Smaller healthcare providers are at a disadvantage when compared with larger hospitals and systems, Goldstein says, because of their limited leverage with payers and vendors, lack of economies of scale, and over-reliance on a few key physicians.
That is not to suggest that larger not-for-profit hospitals and health systems are skating along. Moody's outlook for the entire sector is negative.
"We would say that over the next one to two years things are going to be challenging for everyone, for hospitals of all sizes," Goldstein says. "It is not that we have 'X' outlook for the big systems and 'Y' outlook for the small guys. It's negative for the whole industry. Things will get tougher.
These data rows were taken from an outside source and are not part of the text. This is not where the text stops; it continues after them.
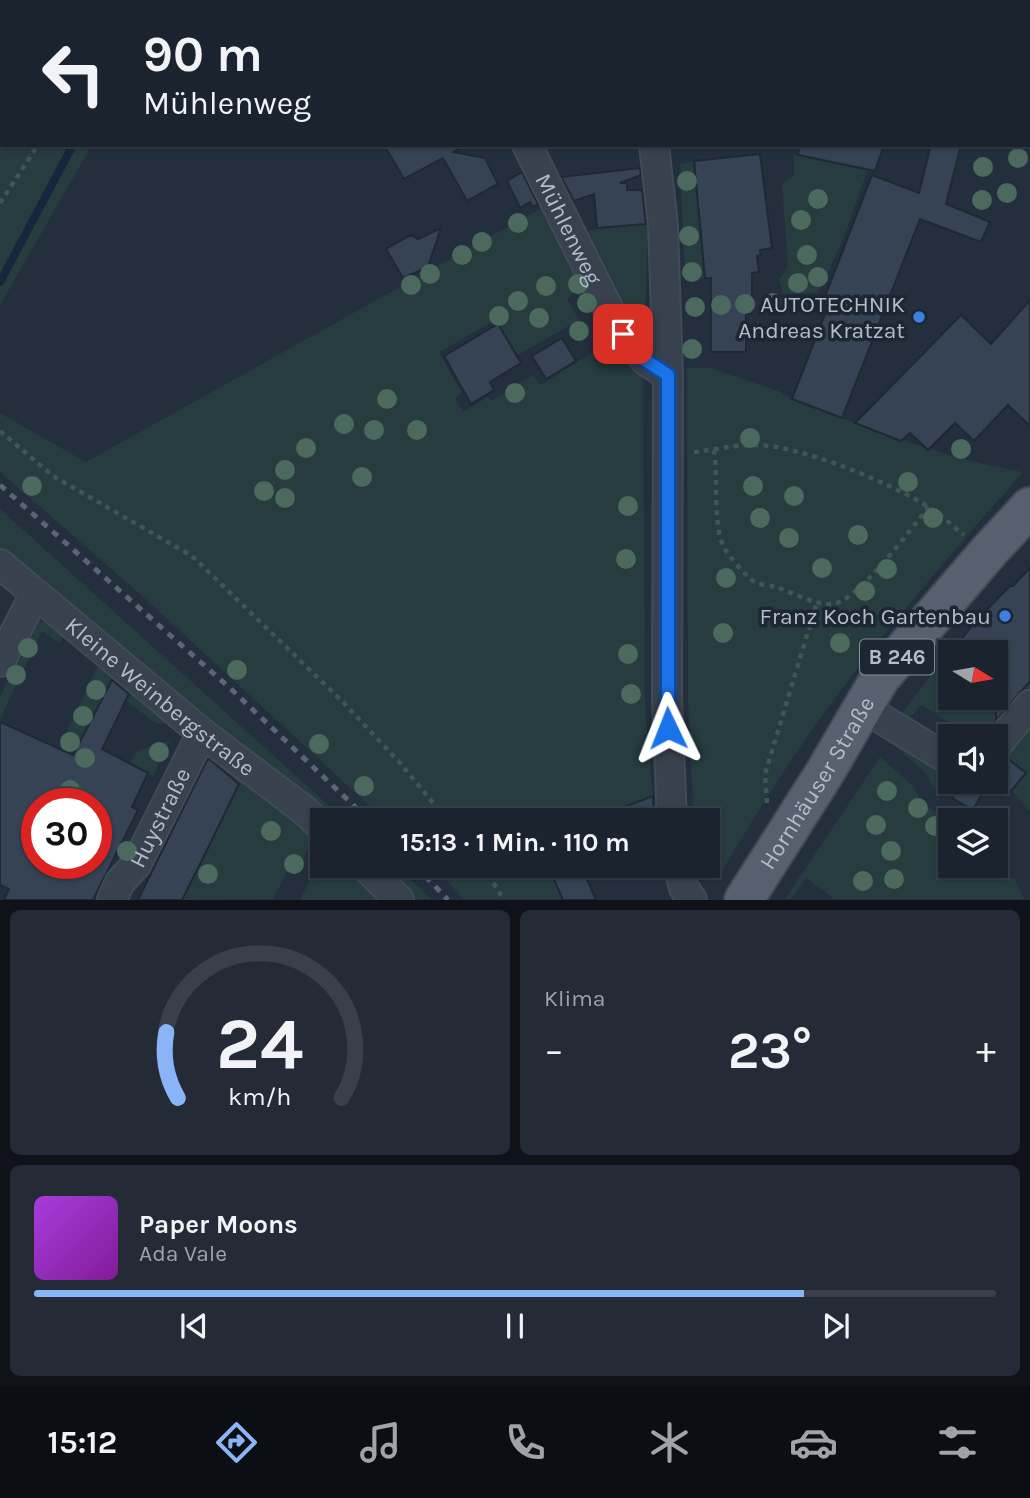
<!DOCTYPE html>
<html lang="de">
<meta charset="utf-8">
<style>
:root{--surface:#1b232e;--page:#242b36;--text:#f1f3f6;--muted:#a0a4aa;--line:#39404a;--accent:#8ab4f8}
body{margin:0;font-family:Karla,sans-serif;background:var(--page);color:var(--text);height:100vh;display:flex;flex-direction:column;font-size:26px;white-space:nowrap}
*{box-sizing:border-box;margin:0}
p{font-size:23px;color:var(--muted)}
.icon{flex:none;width:38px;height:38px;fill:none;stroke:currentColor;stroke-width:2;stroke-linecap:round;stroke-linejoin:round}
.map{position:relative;height:900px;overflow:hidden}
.sheet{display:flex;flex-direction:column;gap:10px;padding:10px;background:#0f1319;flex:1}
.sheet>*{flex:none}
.guide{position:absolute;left:0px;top:0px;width:1031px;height:147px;box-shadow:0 2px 5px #0004,0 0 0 2px var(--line);background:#1b232e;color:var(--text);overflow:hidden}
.needle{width:46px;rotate:101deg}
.controls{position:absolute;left:938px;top:640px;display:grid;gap:14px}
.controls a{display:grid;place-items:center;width:70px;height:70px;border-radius:0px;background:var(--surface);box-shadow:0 2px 5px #0004,0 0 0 2px var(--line);font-size:35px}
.speed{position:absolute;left:21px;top:788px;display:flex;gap:14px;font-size:35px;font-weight:700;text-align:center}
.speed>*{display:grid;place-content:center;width:91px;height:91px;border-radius:50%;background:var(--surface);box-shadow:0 2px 5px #0004,0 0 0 2px var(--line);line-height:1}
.speed .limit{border:10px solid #d22;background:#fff;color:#111}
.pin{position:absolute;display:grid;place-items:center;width:60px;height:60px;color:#fff;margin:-30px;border-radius:14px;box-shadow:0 4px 10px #0006}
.me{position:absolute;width:77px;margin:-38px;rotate:358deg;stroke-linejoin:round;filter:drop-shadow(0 0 5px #0008)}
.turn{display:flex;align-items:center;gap:24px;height:147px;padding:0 28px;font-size:32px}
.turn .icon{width:91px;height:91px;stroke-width:2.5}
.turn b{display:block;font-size:49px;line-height:60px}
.big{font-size:52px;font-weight:700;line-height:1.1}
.sheet .tile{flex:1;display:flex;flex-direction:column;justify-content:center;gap:10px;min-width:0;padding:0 24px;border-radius:10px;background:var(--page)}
.sheet .dial{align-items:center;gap:0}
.dial svg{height:182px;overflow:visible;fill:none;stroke:var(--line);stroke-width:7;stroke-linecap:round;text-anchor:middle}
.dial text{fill:var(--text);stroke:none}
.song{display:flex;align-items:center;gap:21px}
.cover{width:84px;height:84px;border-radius:10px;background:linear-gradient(135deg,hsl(280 70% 55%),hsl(290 70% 35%))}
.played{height:7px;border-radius:4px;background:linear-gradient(90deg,var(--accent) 80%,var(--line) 80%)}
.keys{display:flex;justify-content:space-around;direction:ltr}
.heat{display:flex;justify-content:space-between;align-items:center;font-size:38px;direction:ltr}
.sheet .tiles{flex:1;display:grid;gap:10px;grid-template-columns:1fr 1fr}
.tile:last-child{grid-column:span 2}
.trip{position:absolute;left:310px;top:808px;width:410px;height:70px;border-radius:0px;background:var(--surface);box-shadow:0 2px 5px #0004,0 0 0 2px var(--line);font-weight:700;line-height:70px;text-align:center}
.menu{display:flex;height:112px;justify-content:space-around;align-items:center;background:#0b0e12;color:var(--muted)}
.menu .icon{width:49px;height:49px}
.menu .active{color:var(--accent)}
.menu b{font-size:32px;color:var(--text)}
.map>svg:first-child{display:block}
.green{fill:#263c3f}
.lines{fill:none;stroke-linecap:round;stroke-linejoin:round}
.stream{stroke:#17263c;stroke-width:8}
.building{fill:#364354;stroke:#1f2835;stroke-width:2;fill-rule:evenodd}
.street-casing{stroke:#414a57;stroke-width:32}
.primary-casing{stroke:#414a57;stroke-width:42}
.path{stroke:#3f5557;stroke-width:4.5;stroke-dasharray:5 5;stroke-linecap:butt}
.street{stroke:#38414e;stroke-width:28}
.primary{stroke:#56606e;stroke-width:38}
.rail{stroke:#5a6575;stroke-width:5;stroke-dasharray:7 7;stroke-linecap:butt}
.tree{fill:#4b6a5d}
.route-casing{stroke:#114b97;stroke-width:18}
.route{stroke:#1a73e8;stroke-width:12}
.shop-dot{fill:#3f7fe0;stroke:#1d2633;stroke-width:2.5}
.labels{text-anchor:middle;stroke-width:7;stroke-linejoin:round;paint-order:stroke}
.shield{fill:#1d2633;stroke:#878f9c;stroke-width:2}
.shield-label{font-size:21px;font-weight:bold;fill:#b4bcc9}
.street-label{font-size:23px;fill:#b4bcc9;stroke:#1d2633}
.poi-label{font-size:23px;fill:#b4bcc9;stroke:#1d2633;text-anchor:end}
</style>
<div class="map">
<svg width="1030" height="900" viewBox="0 0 1030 900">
<rect width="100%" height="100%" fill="#242f3e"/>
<path class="green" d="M0,0h175l-173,2v143h90l-92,160z
M794,154l74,15 -26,73 -24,51 -35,1 -4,-15 9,-11 -6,-84 12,-8z
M694,161l11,117 -20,3 -5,-117z
M547,205l54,105 -14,3 -11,-22 -9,8 12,21 -63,36 -20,-36 -57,32 23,41 -7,5 8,14 25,-15 3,4 42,-26 8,10 73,-46 29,37 2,330 8,90 -65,25h-202l-247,-228 -139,-121v-59l86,49z
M648,224l-3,99 -16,3 -48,-92 16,-6z
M687,368h24l70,24v2c81,32 156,63 242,78 -62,71 -125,142 -182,218 -45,60 -85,123 -123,188l-19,-10 8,-2v-45h-13l-6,-119z
M0,509l346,312h-21l-325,-269z
M37,621l8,1 18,14 -3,7 -18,-12 -42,88v-22z
M98,665l15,13 -39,78 -15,-7z
M939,665l11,9v24h31l20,16 29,-33v10l-38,46h-34l4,-6 -40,-26 -13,13 -7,-5z
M130,691l37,32 -10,1 -32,-24z
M1030,715v95l-19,-19 15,-18 -27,-20z
M894,737l56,34v11h10l-8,16 -18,-9 -8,-16 -36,-31z
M170,741l-17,35 -24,-12 9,-14z
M216,756l106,80v16l-3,6 -11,-8 -11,22 -8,-4 -16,31 -91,1 57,-116 -27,-23z
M880,757l32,28 11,20 29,16 -2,45h24l2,4 39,9 9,20h-190l-28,-21 -15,21h-6z
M322,863v3h33l34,34h-89l13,-27z
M376,866h21l34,33h-20z
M434,866h114l15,33h-100z"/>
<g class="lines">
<path class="stream" d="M148,2l1,-2
M0,282l73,-137"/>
</g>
<path class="building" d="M384,145h81l-12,7 32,6 13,26 -31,17 -24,-43 -39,21z
M799,145h85l-9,26 -77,-16z
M931,145h30l-15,59 44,18 -9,20 -61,-23 -78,199 -50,-19 35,-90 -6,-2 51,-132 47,18z
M760,154l12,94 -12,2 1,5 -4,1 2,16 -7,1v41h-6v38h-35v-74h-6l-11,-117z
M640,168l1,7 -21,8h7v7h15l4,34 -49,4 -3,-34 -20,7 -13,-24z
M522,172l16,32 -5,3 -3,-5 -10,6 -13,-27z
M441,228l-13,39 -25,11 -17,-29 25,-14 7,4z
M1030,300v126l-22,-21 -34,36 -19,-18 -27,27 -18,-17 -9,8 -46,-18 106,-108 30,29z
M498,324l23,39 -31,19 4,8 -23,14 -27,-48z
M562,338l14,23 -30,18 -14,-23z
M1030,568v113l-34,39v-67h-45l23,-30 36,-37h3z
M112,680l17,14 -27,55 46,24 -16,34 6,3 -45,90h-89l5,-11 -9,-4v-163l73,33zM37,803h59v60h-59z
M208,758l31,26 -32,66 -25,50h-44z
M1007,758l19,15 -15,18 -15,-11v-8z
M960,782h10l14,8 -11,20 -21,-12z
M653,796l1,25h-61v-2z
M548,866h33l15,34h-33z"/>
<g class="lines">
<defs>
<g id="street">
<path d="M464,0l1,2"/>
<path d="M616,0l1,2"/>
<path id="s1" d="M527,145l87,175 31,40 23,15"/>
<path d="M654,145l9,80 5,150 -1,326 5,120"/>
<path id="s2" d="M0,564l202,169 102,77 18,17"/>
<path d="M0,662l35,-68"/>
<path d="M862,707l81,49 7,2"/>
<path d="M996,746l34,-41"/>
<path d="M365,866l34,34"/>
<path d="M678,866l6,22 8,12"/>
<path id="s3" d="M112,900l8,-18 16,-17 66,-132"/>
</g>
<g id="primary">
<path id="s4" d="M744,900l80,-126 56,-96 110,-128 40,-43"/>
</g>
</defs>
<use href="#street" class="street-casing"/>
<use href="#primary" class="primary-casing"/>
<path class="path" d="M118,2l1,-2
M0,203l38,-58
M0,431l53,45 139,80 150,145 58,62 48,58
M714,450c4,27 -1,71 9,96 4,8 23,31 32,36 5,3 14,3 20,5 18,5 38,18 57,17 26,-2 78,-75 97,-97
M694,452c19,-2 39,-7 59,-7 42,-2 141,39 177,63 12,8 23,18 34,27
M767,803l-2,-29 52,-172
M311,862l7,3 4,-7
M483,866l21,34"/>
<use href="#street" class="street"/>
<use href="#primary" class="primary"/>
<path class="rail" d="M0,485l231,204 139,132
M416,866l32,34"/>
</g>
<g class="tree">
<circle cx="1018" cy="158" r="10"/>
<circle cx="983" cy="167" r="10"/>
<circle cx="687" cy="181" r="10"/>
<circle cx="1007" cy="193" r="10"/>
<circle cx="818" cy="199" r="10"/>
<circle cx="982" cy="200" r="10"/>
<circle cx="801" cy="220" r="10"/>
<circle cx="518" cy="223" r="10"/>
<circle cx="689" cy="236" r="10"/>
<circle cx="482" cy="242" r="10"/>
<circle cx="462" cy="255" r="10"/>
<circle cx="807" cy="255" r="10"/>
<circle cx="692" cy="272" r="10"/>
<circle cx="430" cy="274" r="10"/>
<circle cx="818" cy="277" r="10"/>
<circle cx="798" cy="283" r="10"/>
<circle cx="578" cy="284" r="10"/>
<circle cx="411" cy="285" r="10"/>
<circle cx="546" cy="286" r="10"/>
<circle cx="518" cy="301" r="10"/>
<circle cx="587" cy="303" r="10"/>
<circle cx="773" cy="303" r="10"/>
<circle cx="745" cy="304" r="10"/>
<circle cx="721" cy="305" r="10"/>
<circle cx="695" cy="307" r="10"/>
<circle cx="499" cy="316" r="10"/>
<circle cx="539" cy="318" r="10"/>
<circle cx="579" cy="331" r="10"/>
<circle cx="692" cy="349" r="10"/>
<circle cx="515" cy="393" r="10"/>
<circle cx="387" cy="399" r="10"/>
<circle cx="344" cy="424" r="10"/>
<circle cx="374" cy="430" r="10"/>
<circle cx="417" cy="430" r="10"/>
<circle cx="750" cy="438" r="10"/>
<circle cx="306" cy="448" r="10"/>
<circle cx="961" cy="449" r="10"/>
<circle cx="285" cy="470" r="10"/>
<circle cx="362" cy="477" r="10"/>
<circle cx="908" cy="482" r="10"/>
<circle cx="32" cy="486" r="10"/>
<circle cx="753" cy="486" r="10"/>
<circle cx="264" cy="491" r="10"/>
<circle cx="794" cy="496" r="10"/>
<circle cx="285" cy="498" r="10"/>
<circle cx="628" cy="506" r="10"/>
<circle cx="760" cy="518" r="10"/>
<circle cx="933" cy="518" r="10"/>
<circle cx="858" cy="535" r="10"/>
<circle cx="789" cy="538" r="10"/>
<circle cx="626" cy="559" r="10"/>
<circle cx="822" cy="568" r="10"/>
<circle cx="887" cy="569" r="10"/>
<circle cx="726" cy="578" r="10"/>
<circle cx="865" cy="591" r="10"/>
<circle cx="723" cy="633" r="10"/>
<circle cx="840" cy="643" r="10"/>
<circle cx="28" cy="648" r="10"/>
<circle cx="628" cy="654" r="10"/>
<circle cx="237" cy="670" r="10"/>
<circle cx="16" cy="675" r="10"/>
<circle cx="96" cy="690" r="10"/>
<circle cx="631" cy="694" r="10"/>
<circle cx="83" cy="716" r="10"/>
<circle cx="70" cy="742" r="10"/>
<circle cx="319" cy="744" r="10"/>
<circle cx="159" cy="752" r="10"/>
<circle cx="85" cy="758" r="10"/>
<circle cx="364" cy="786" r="10"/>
<circle cx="70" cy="790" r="10"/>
<circle cx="887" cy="791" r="10"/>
<circle cx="918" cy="808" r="10"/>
<circle cx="876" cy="825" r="10"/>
<circle cx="935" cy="826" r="10"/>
<circle cx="271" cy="831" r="10"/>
<circle cx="127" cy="851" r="10"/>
<circle cx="891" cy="851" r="10"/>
<circle cx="294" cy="864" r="10"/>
<circle cx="208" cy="874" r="10"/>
<circle cx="894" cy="879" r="10"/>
<circle cx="863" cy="881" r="10"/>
</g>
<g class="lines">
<defs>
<path id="route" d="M623,334l22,26 23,15v353"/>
</defs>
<use href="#route" class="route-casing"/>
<use href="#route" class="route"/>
</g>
<g class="shop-dot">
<circle cx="919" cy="317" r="7"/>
<circle cx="1005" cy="616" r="7"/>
</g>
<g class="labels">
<rect class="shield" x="860" y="639.5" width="74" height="35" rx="5"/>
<g class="shield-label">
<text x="897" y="664">B 246</text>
</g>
<g class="street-label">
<text dy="8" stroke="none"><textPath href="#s1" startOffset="94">Mühlenweg</textPath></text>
<text dy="8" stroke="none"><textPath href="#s2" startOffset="208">Kleine Weinbergstraße</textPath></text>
<text dy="8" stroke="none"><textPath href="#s4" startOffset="138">Hornhäuser Straße</textPath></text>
<text dy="8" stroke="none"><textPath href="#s3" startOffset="96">Huystraße</textPath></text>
</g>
<g class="poi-label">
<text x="905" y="312">AUTOTECHNIK<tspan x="905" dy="26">Andreas Kratzat</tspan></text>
<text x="991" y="624">Franz Koch Gartenbau</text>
</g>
</g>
</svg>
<div class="controls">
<a><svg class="needle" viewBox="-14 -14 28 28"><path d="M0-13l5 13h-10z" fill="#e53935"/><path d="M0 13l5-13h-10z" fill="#a0a4aa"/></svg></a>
<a><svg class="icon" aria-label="sound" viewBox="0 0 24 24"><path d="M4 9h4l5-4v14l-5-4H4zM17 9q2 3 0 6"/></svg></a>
<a><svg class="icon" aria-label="layers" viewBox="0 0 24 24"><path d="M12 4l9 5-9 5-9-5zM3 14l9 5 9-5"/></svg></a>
</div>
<div class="speed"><div class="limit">30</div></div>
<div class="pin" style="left:623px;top:334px;background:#d93025"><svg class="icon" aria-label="arrive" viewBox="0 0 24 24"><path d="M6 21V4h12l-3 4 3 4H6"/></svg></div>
<svg class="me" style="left:668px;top:728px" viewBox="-20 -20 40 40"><path d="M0-17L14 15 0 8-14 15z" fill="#1a73e8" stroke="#fff" stroke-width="4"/></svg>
<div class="trip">15:13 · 1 Min. · 110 m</div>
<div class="guide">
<div class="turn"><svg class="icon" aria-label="left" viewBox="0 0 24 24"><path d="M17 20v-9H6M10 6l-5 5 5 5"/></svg><div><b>90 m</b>Mühlenweg</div></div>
</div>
</div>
<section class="sheet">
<div class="tiles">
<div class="tile dial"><svg viewBox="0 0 100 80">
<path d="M14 69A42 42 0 1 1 86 69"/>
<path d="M14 69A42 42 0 0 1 9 40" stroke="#8ab4f8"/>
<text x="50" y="56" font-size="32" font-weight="700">24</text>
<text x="50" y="72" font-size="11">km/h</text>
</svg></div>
<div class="tile"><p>Klima</p>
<div class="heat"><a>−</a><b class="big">23°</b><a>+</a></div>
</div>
<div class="tile">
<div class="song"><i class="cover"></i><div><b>Paper Moons</b><p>Ada Vale</p></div></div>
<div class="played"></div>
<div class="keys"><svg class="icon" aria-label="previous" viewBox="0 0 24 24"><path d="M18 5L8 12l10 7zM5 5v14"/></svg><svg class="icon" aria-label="pause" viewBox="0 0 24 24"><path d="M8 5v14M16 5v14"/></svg><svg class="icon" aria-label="next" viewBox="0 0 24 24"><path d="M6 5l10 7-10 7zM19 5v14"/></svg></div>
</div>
</div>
</section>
<nav class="menu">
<b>15:12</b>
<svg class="icon active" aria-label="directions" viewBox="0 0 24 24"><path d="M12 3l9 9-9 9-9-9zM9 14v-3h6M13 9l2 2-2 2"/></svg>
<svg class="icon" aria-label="music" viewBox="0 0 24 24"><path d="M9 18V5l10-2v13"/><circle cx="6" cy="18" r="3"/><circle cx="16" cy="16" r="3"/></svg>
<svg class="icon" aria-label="phone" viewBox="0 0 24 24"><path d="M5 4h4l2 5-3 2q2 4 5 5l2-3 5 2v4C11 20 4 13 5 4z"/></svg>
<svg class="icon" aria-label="climate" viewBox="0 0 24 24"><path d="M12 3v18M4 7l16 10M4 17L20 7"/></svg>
<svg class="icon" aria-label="car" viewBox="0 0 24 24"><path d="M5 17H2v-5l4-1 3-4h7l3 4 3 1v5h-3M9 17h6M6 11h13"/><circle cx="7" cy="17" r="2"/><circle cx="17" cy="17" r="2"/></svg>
<svg class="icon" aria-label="filters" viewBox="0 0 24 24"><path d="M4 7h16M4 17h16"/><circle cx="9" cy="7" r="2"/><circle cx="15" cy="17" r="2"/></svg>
</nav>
Things already got tougher April 1 with sequestration. That wasn't a change in how healthcare is delivered. That was just a top-line 2% cut. With or without sequestration things will be tougher over the next couple of years. We are in a big transformational period right now."
Moody's rates about 470 distinct borrowers, ranging from individual hospitals to health systems with dozens of hospitals. Goldstein estimates that Moody's ratings "touch about 1,200 hospitals."